**What to work on:**
In full and without change, retype the records.

**Records for this task:**
··········
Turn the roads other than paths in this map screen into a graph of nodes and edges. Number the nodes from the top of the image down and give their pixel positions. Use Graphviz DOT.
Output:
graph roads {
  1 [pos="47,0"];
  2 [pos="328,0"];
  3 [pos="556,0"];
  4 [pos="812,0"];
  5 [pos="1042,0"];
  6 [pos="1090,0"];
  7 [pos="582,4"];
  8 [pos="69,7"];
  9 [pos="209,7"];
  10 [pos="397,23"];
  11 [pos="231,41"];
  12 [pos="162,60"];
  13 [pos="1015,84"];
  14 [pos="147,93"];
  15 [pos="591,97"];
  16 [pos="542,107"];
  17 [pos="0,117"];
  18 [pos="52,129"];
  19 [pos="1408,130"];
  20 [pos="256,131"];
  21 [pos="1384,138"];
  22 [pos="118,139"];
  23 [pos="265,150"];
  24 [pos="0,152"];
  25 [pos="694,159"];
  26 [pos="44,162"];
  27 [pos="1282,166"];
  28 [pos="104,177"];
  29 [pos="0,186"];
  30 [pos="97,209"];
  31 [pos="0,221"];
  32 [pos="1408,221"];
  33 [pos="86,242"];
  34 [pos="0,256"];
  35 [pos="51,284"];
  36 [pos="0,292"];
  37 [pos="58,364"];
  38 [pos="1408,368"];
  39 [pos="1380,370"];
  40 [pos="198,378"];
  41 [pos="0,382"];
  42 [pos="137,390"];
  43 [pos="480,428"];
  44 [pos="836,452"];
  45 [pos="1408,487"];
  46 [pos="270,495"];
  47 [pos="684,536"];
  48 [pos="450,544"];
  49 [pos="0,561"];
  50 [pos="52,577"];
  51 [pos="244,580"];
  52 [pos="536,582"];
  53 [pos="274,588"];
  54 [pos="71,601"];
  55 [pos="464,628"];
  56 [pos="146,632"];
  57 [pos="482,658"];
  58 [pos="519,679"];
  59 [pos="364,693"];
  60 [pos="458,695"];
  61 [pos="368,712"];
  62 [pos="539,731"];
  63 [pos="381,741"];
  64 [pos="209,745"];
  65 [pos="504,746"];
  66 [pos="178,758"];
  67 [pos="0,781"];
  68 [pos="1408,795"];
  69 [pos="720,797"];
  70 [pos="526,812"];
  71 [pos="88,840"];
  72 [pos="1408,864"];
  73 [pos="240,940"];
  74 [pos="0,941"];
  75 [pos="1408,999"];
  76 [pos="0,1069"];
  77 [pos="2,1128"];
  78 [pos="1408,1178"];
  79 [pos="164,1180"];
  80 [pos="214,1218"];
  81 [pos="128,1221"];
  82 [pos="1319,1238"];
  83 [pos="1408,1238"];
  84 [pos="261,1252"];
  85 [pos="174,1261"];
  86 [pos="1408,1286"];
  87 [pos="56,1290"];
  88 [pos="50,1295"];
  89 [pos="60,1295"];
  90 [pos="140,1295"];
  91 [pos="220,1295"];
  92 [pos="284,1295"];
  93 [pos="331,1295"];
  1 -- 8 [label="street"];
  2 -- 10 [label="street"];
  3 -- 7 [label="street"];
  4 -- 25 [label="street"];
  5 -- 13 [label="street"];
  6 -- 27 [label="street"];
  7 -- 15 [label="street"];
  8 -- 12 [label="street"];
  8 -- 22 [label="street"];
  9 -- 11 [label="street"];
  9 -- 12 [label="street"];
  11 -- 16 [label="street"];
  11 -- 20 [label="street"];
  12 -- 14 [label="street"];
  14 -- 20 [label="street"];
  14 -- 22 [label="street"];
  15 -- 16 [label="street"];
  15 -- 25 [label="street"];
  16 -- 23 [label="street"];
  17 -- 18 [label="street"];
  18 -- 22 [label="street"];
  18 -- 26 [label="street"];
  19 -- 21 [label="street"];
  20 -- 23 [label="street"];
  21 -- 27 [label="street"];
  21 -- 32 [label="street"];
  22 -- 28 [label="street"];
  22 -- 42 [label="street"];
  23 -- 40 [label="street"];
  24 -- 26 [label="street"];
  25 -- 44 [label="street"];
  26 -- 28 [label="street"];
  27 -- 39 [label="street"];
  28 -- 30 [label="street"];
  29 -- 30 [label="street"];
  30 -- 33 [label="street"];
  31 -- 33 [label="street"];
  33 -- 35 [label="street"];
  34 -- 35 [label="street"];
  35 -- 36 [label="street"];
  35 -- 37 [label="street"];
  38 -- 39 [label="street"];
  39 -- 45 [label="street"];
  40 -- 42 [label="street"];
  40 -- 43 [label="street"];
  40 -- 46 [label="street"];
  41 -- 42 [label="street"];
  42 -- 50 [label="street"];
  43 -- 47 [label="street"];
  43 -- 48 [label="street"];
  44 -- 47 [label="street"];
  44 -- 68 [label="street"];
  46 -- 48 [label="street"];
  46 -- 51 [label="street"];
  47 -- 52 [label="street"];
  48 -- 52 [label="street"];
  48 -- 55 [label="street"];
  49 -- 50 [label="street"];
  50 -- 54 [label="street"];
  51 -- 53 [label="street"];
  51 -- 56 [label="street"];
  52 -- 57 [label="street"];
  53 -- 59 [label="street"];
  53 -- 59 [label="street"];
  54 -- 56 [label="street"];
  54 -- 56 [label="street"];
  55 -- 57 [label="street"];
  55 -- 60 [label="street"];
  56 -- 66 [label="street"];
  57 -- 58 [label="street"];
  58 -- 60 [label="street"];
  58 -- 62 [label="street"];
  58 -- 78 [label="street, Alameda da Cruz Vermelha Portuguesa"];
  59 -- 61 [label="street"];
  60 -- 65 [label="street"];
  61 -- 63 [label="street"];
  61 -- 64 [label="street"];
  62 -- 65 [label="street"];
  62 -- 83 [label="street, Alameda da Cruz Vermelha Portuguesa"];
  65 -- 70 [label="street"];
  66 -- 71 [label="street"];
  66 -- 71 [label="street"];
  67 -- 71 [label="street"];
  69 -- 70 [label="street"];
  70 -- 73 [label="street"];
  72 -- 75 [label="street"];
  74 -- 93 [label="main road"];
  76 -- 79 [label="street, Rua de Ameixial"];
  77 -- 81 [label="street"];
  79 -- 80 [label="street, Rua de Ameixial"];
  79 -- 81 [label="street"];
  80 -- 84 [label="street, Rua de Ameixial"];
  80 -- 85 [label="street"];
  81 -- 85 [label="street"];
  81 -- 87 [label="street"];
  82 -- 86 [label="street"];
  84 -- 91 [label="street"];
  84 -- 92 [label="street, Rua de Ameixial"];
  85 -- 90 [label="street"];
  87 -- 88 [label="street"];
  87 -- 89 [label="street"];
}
··········
**Output for this exercise:**
Turn the roads other than paths in this map screen into a graph of nodes and edges. Number the nodes from the top of the image down and give their pixel positions. Use Graphviz DOT.
Output:
graph roads {
  1 [pos="47,0"];
  2 [pos="328,0"];
  3 [pos="556,0"];
  4 [pos="812,0"];
  5 [pos="1042,0"];
  6 [pos="1090,0"];
  7 [pos="582,4"];
  8 [pos="69,7"];
  9 [pos="209,7"];
  10 [pos="397,23"];
  11 [pos="231,41"];
  12 [pos="162,60"];
  13 [pos="1015,84"];
  14 [pos="147,93"];
  15 [pos="591,97"];
  16 [pos="542,107"];
  17 [pos="0,117"];
  18 [pos="52,129"];
  19 [pos="1408,130"];
  20 [pos="256,131"];
  21 [pos="1384,138"];
  22 [pos="118,139"];
  23 [pos="265,150"];
  24 [pos="0,152"];
  25 [pos="694,159"];
  26 [pos="44,162"];
  27 [pos="1282,166"];
  28 [pos="104,177"];
  29 [pos="0,186"];
  30 [pos="97,209"];
  31 [pos="0,221"];
  32 [pos="1408,221"];
  33 [pos="86,242"];
  34 [pos="0,256"];
  35 [pos="51,284"];
  36 [pos="0,292"];
  37 [pos="58,364"];
  38 [pos="1408,368"];
  39 [pos="1380,370"];
  40 [pos="198,378"];
  41 [pos="0,382"];
  42 [pos="137,390"];
  43 [pos="480,428"];
  44 [pos="836,452"];
  45 [pos="1408,487"];
  46 [pos="270,495"];
  47 [pos="684,536"];
  48 [pos="450,544"];
  49 [pos="0,561"];
  50 [pos="52,577"];
  51 [pos="244,580"];
  52 [pos="536,582"];
  53 [pos="274,588"];
  54 [pos="71,601"];
  55 [pos="464,628"];
  56 [pos="146,632"];
  57 [pos="482,658"];
  58 [pos="519,679"];
  59 [pos="364,693"];
  60 [pos="458,695"];
  61 [pos="368,712"];
  62 [pos="539,731"];
  63 [pos="381,741"];
  64 [pos="209,745"];
  65 [pos="504,746"];
  66 [pos="178,758"];
  67 [pos="0,781"];
  68 [pos="1408,795"];
  69 [pos="720,797"];
  70 [pos="526,812"];
  71 [pos="88,840"];
  72 [pos="1408,864"];
  73 [pos="240,940"];
  74 [pos="0,941"];
  75 [pos="1408,999"];
  76 [pos="0,1069"];
  77 [pos="2,1128"];
  78 [pos="1408,1178"];
  79 [pos="164,1180"];
  80 [pos="214,1218"];
  81 [pos="128,1221"];
  82 [pos="1319,1238"];
  83 [pos="1408,1238"];
  84 [pos="261,1252"];
  85 [pos="174,1261"];
  86 [pos="1408,1286"];
  87 [pos="56,1290"];
  88 [pos="50,1295"];
  89 [pos="60,1295"];
  90 [pos="140,1295"];
  91 [pos="220,1295"];
  92 [pos="284,1295"];
  93 [pos="331,1295"];
  1 -- 8 [label="street"];
  2 -- 10 [label="street"];
  3 -- 7 [label="street"];
  4 -- 25 [label="street"];
  5 -- 13 [label="street"];
  6 -- 27 [label="street"];
  7 -- 15 [label="street"];
  8 -- 12 [label="street"];
  8 -- 22 [label="street"];
  9 -- 11 [label="street"];
  9 -- 12 [label="street"];
  11 -- 16 [label="street"];
  11 -- 20 [label="street"];
  12 -- 14 [label="street"];
  14 -- 20 [label="street"];
  14 -- 22 [label="street"];
  15 -- 16 [label="street"];
  15 -- 25 [label="street"];
  16 -- 23 [label="street"];
  17 -- 18 [label="street"];
  18 -- 22 [label="street"];
  18 -- 26 [label="street"];
  19 -- 21 [label="street"];
  20 -- 23 [label="street"];
  21 -- 27 [label="street"];
  21 -- 32 [label="street"];
  22 -- 28 [label="street"];
  22 -- 42 [label="street"];
  23 -- 40 [label="street"];
  24 -- 26 [label="street"];
  25 -- 44 [label="street"];
  26 -- 28 [label="street"];
  27 -- 39 [label="street"];
  28 -- 30 [label="street"];
  29 -- 30 [label="street"];
  30 -- 33 [label="street"];
  31 -- 33 [label="street"];
  33 -- 35 [label="street"];
  34 -- 35 [label="street"];
  35 -- 36 [label="street"];
  35 -- 37 [label="street"];
  38 -- 39 [label="street"];
  39 -- 45 [label="street"];
  40 -- 42 [label="street"];
  40 -- 43 [label="street"];
  40 -- 46 [label="street"];
  41 -- 42 [label="street"];
  42 -- 50 [label="street"];
  43 -- 47 [label="street"];
  43 -- 48 [label="street"];
  44 -- 47 [label="street"];
  44 -- 68 [label="street"];
  46 -- 48 [label="street"];
  46 -- 51 [label="street"];
  47 -- 52 [label="street"];
  48 -- 52 [label="street"];
  48 -- 55 [label="street"];
  49 -- 50 [label="street"];
  50 -- 54 [label="street"];
  51 -- 53 [label="street"];
  51 -- 56 [label="street"];
  52 -- 57 [label="street"];
  53 -- 59 [label="street"];
  53 -- 59 [label="street"];
  54 -- 56 [label="street"];
  54 -- 56 [label="street"];
  55 -- 57 [label="street"];
  55 -- 60 [label="street"];
  56 -- 66 [label="street"];
  57 -- 58 [label="street"];
  58 -- 60 [label="street"];
  58 -- 62 [label="street"];
  58 -- 78 [label="street, Alameda da Cruz Vermelha Portuguesa"];
  59 -- 61 [label="street"];
  60 -- 65 [label="street"];
  61 -- 63 [label="street"];
  61 -- 64 [label="street"];
  62 -- 65 [label="street"];
  62 -- 83 [label="street, Alameda da Cruz Vermelha Portuguesa"];
  65 -- 70 [label="street"];
  66 -- 71 [label="street"];
  66 -- 71 [label="street"];
  67 -- 71 [label="street"];
  69 -- 70 [label="street"];
  70 -- 73 [label="street"];
  72 -- 75 [label="street"];
  74 -- 93 [label="main road"];
  76 -- 79 [label="street, Rua de Ameixial"];
  77 -- 81 [label="street"];
  79 -- 80 [label="street, Rua de Ameixial"];
  79 -- 81 [label="street"];
  80 -- 84 [label="street, Rua de Ameixial"];
  80 -- 85 [label="street"];
  81 -- 85 [label="street"];
  81 -- 87 [label="street"];
  82 -- 86 [label="street"];
  84 -- 91 [label="street"];
  84 -- 92 [label="street, Rua de Ameixial"];
  85 -- 90 [label="street"];
  87 -- 88 [label="street"];
  87 -- 89 [label="street"];
}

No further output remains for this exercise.